#### Recorded data:
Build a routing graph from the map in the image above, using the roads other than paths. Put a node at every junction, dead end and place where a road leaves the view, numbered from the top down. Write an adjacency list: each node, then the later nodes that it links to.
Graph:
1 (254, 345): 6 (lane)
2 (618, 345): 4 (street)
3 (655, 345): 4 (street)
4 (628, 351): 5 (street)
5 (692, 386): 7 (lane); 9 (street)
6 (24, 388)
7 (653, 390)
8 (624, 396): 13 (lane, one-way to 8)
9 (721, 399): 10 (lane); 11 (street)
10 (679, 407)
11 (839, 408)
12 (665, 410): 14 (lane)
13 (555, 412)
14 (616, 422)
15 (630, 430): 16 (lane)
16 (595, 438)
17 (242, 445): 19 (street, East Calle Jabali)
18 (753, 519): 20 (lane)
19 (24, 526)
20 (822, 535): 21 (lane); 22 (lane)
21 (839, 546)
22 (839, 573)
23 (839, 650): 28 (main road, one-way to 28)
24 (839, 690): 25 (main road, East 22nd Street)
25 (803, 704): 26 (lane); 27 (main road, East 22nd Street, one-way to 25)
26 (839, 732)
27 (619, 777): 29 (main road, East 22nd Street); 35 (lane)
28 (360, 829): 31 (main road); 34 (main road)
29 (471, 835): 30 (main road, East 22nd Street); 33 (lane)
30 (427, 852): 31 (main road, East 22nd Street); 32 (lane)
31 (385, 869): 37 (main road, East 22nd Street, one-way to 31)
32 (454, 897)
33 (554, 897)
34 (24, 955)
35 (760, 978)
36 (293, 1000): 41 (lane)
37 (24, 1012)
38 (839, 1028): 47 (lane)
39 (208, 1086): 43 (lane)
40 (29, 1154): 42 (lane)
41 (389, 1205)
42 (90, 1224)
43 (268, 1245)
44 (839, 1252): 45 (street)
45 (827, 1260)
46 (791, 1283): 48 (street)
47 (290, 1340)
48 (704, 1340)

#### Task item:
Gather all lines from the listing above in which "main" occurs.

#### The completed task:
23 (839, 650): 28 (main road, one-way to 28)
24 (839, 690): 25 (main road, East 22nd Street)
25 (803, 704): 26 (lane); 27 (main road, East 22nd Street, one-way to 25)
27 (619, 777): 29 (main road, East 22nd Street); 35 (lane)
28 (360, 829): 31 (main road); 34 (main road)
29 (471, 835): 30 (main road, East 22nd Street); 33 (lane)
30 (427, 852): 31 (main road, East 22nd Street); 32 (lane)
31 (385, 869): 37 (main road, East 22nd Street, one-way to 31)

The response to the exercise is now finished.